● **TASK INSTRUCTIONS**:
All entries below are to be retyped in full, precisely as they appear.

━━━━━━━━

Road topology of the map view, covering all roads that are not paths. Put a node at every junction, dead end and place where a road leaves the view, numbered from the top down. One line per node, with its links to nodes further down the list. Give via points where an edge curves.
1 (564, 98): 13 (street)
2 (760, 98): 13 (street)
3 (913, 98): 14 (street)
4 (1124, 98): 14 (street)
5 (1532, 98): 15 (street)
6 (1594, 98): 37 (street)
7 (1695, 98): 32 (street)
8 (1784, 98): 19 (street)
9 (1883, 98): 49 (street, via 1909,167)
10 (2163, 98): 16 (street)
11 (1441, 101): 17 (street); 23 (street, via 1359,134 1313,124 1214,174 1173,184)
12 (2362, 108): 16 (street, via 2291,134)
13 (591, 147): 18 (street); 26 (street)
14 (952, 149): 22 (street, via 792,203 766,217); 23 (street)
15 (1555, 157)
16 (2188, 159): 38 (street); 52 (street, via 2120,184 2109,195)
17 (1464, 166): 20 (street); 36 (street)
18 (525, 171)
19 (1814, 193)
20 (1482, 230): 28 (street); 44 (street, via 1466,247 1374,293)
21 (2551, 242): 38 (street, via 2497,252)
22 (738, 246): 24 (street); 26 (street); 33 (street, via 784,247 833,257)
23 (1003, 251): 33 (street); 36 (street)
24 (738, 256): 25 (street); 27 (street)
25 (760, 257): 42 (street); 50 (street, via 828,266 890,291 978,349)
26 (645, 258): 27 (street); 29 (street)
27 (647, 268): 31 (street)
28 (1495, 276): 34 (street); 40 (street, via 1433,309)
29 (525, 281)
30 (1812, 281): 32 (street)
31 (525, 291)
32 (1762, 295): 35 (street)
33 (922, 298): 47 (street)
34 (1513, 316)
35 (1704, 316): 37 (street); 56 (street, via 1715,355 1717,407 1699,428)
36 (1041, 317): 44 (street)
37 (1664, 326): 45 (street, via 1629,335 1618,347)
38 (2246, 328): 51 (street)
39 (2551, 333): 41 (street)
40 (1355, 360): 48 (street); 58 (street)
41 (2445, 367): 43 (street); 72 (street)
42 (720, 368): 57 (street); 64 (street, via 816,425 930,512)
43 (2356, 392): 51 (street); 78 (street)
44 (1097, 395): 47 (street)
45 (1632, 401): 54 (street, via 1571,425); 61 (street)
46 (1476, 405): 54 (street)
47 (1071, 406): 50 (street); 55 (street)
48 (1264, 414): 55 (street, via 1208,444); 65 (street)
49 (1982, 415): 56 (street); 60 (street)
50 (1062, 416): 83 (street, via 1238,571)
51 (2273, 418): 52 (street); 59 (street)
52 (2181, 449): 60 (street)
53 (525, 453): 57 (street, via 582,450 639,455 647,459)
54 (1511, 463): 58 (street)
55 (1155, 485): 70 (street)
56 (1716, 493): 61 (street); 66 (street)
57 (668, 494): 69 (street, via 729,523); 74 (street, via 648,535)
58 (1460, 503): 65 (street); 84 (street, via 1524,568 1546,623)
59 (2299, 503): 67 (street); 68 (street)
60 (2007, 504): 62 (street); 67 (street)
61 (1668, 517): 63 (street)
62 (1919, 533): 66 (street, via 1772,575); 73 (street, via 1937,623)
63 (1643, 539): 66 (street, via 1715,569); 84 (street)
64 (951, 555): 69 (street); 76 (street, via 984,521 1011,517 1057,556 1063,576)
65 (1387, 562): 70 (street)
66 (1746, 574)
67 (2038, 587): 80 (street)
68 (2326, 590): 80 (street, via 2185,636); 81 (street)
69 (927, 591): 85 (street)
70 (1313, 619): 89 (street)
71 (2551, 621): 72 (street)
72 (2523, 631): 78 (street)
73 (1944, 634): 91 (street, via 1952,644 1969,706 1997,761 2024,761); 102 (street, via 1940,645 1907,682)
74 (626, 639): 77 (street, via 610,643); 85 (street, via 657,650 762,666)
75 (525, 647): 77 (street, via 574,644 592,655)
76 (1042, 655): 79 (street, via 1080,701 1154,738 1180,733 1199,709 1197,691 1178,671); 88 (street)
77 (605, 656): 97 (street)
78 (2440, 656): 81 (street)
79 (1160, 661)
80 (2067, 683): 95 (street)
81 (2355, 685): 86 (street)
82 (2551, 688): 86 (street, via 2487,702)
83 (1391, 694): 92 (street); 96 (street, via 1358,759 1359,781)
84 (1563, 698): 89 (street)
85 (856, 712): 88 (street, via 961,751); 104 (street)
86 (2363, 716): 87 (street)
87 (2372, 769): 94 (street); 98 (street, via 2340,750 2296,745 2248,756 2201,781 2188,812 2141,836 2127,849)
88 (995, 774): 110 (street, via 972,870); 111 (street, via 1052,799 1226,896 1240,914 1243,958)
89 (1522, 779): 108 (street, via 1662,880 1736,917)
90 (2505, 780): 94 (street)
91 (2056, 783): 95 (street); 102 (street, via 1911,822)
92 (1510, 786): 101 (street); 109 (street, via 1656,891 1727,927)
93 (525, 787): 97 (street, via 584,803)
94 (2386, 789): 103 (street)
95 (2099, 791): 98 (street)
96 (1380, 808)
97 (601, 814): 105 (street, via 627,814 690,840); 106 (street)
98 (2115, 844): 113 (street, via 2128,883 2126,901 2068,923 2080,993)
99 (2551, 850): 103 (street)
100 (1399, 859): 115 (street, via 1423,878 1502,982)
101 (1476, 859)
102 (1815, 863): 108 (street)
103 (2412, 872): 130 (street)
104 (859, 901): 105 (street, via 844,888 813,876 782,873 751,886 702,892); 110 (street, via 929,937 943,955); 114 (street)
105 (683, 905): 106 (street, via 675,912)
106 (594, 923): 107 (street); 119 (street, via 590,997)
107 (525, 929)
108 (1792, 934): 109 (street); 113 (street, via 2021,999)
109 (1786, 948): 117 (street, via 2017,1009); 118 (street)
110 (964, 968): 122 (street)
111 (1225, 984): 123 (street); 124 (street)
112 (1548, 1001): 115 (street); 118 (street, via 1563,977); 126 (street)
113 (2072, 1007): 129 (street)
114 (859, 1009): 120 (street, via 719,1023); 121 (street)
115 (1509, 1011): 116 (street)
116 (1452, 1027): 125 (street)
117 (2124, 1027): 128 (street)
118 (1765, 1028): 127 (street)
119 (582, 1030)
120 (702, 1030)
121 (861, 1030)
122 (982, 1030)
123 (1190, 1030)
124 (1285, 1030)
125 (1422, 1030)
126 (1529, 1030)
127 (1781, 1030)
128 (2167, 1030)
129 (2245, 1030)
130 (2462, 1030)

━━━━━━━━

● **SOLUTION FOR THIS EXERCISE**:
Road topology of the map view, covering all roads that are not paths. Put a node at every junction, dead end and place where a road leaves the view, numbered from the top down. One line per node, with its links to nodes further down the list. Give via points where an edge curves.
1 (564, 98): 13 (street)
2 (760, 98): 13 (street)
3 (913, 98): 14 (street)
4 (1124, 98): 14 (street)
5 (1532, 98): 15 (street)
6 (1594, 98): 37 (street)
7 (1695, 98): 32 (street)
8 (1784, 98): 19 (street)
9 (1883, 98): 49 (street, via 1909,167)
10 (2163, 98): 16 (street)
11 (1441, 101): 17 (street); 23 (street, via 1359,134 1313,124 1214,174 1173,184)
12 (2362, 108): 16 (street, via 2291,134)
13 (591, 147): 18 (street); 26 (street)
14 (952, 149): 22 (street, via 792,203 766,217); 23 (street)
15 (1555, 157)
16 (2188, 159): 38 (street); 52 (street, via 2120,184 2109,195)
17 (1464, 166): 20 (street); 36 (street)
18 (525, 171)
19 (1814, 193)
20 (1482, 230): 28 (street); 44 (street, via 1466,247 1374,293)
21 (2551, 242): 38 (street, via 2497,252)
22 (738, 246): 24 (street); 26 (street); 33 (street, via 784,247 833,257)
23 (1003, 251): 33 (street); 36 (street)
24 (738, 256): 25 (street); 27 (street)
25 (760, 257): 42 (street); 50 (street, via 828,266 890,291 978,349)
26 (645, 258): 27 (street); 29 (street)
27 (647, 268): 31 (street)
28 (1495, 276): 34 (street); 40 (street, via 1433,309)
29 (525, 281)
30 (1812, 281): 32 (street)
31 (525, 291)
32 (1762, 295): 35 (street)
33 (922, 298): 47 (street)
34 (1513, 316)
35 (1704, 316): 37 (street); 56 (street, via 1715,355 1717,407 1699,428)
36 (1041, 317): 44 (street)
37 (1664, 326): 45 (street, via 1629,335 1618,347)
38 (2246, 328): 51 (street)
39 (2551, 333): 41 (street)
40 (1355, 360): 48 (street); 58 (street)
41 (2445, 367): 43 (street); 72 (street)
42 (720, 368): 57 (street); 64 (street, via 816,425 930,512)
43 (2356, 392): 51 (street); 78 (street)
44 (1097, 395): 47 (street)
45 (1632, 401): 54 (street, via 1571,425); 61 (street)
46 (1476, 405): 54 (street)
47 (1071, 406): 50 (street); 55 (street)
48 (1264, 414): 55 (street, via 1208,444); 65 (street)
49 (1982, 415): 56 (street); 60 (street)
50 (1062, 416): 83 (street, via 1238,571)
51 (2273, 418): 52 (street); 59 (street)
52 (2181, 449): 60 (street)
53 (525, 453): 57 (street, via 582,450 639,455 647,459)
54 (1511, 463): 58 (street)
55 (1155, 485): 70 (street)
56 (1716, 493): 61 (street); 66 (street)
57 (668, 494): 69 (street, via 729,523); 74 (street, via 648,535)
58 (1460, 503): 65 (street); 84 (street, via 1524,568 1546,623)
59 (2299, 503): 67 (street); 68 (street)
60 (2007, 504): 62 (street); 67 (street)
61 (1668, 517): 63 (street)
62 (1919, 533): 66 (street, via 1772,575); 73 (street, via 1937,623)
63 (1643, 539): 66 (street, via 1715,569); 84 (street)
64 (951, 555): 69 (street); 76 (street, via 984,521 1011,517 1057,556 1063,576)
65 (1387, 562): 70 (street)
66 (1746, 574)
67 (2038, 587): 80 (street)
68 (2326, 590): 80 (street, via 2185,636); 81 (street)
69 (927, 591): 85 (street)
70 (1313, 619): 89 (street)
71 (2551, 621): 72 (street)
72 (2523, 631): 78 (street)
73 (1944, 634): 91 (street, via 1952,644 1969,706 1997,761 2024,761); 102 (street, via 1940,645 1907,682)
74 (626, 639): 77 (street, via 610,643); 85 (street, via 657,650 762,666)
75 (525, 647): 77 (street, via 574,644 592,655)
76 (1042, 655): 79 (street, via 1080,701 1154,738 1180,733 1199,709 1197,691 1178,671); 88 (street)
77 (605, 656): 97 (street)
78 (2440, 656): 81 (street)
79 (1160, 661)
80 (2067, 683): 95 (street)
81 (2355, 685): 86 (street)
82 (2551, 688): 86 (street, via 2487,702)
83 (1391, 694): 92 (street); 96 (street, via 1358,759 1359,781)
84 (1563, 698): 89 (street)
85 (856, 712): 88 (street, via 961,751); 104 (street)
86 (2363, 716): 87 (street)
87 (2372, 769): 94 (street); 98 (street, via 2340,750 2296,745 2248,756 2201,781 2188,812 2141,836 2127,849)
88 (995, 774): 110 (street, via 972,870); 111 (street, via 1052,799 1226,896 1240,914 1243,958)
89 (1522, 779): 108 (street, via 1662,880 1736,917)
90 (2505, 780): 94 (street)
91 (2056, 783): 95 (street); 102 (street, via 1911,822)
92 (1510, 786): 101 (street); 109 (street, via 1656,891 1727,927)
93 (525, 787): 97 (street, via 584,803)
94 (2386, 789): 103 (street)
95 (2099, 791): 98 (street)
96 (1380, 808)
97 (601, 814): 105 (street, via 627,814 690,840); 106 (street)
98 (2115, 844): 113 (street, via 2128,883 2126,901 2068,923 2080,993)
99 (2551, 850): 103 (street)
100 (1399, 859): 115 (street, via 1423,878 1502,982)
101 (1476, 859)
102 (1815, 863): 108 (street)
103 (2412, 872): 130 (street)
104 (859, 901): 105 (street, via 844,888 813,876 782,873 751,886 702,892); 110 (street, via 929,937 943,955); 114 (street)
105 (683, 905): 106 (street, via 675,912)
106 (594, 923): 107 (street); 119 (street, via 590,997)
107 (525, 929)
108 (1792, 934): 109 (street); 113 (street, via 2021,999)
109 (1786, 948): 117 (street, via 2017,1009); 118 (street)
110 (964, 968): 122 (street)
111 (1225, 984): 123 (street); 124 (street)
112 (1548, 1001): 115 (street); 118 (street, via 1563,977); 126 (street)
113 (2072, 1007): 129 (street)
114 (859, 1009): 120 (street, via 719,1023); 121 (street)
115 (1509, 1011): 116 (street)
116 (1452, 1027): 125 (street)
117 (2124, 1027): 128 (street)
118 (1765, 1028): 127 (street)
119 (582, 1030)
120 (702, 1030)
121 (861, 1030)
122 (982, 1030)
123 (1190, 1030)
124 (1285, 1030)
125 (1422, 1030)
126 (1529, 1030)
127 (1781, 1030)
128 (2167, 1030)
129 (2245, 1030)
130 (2462, 1030)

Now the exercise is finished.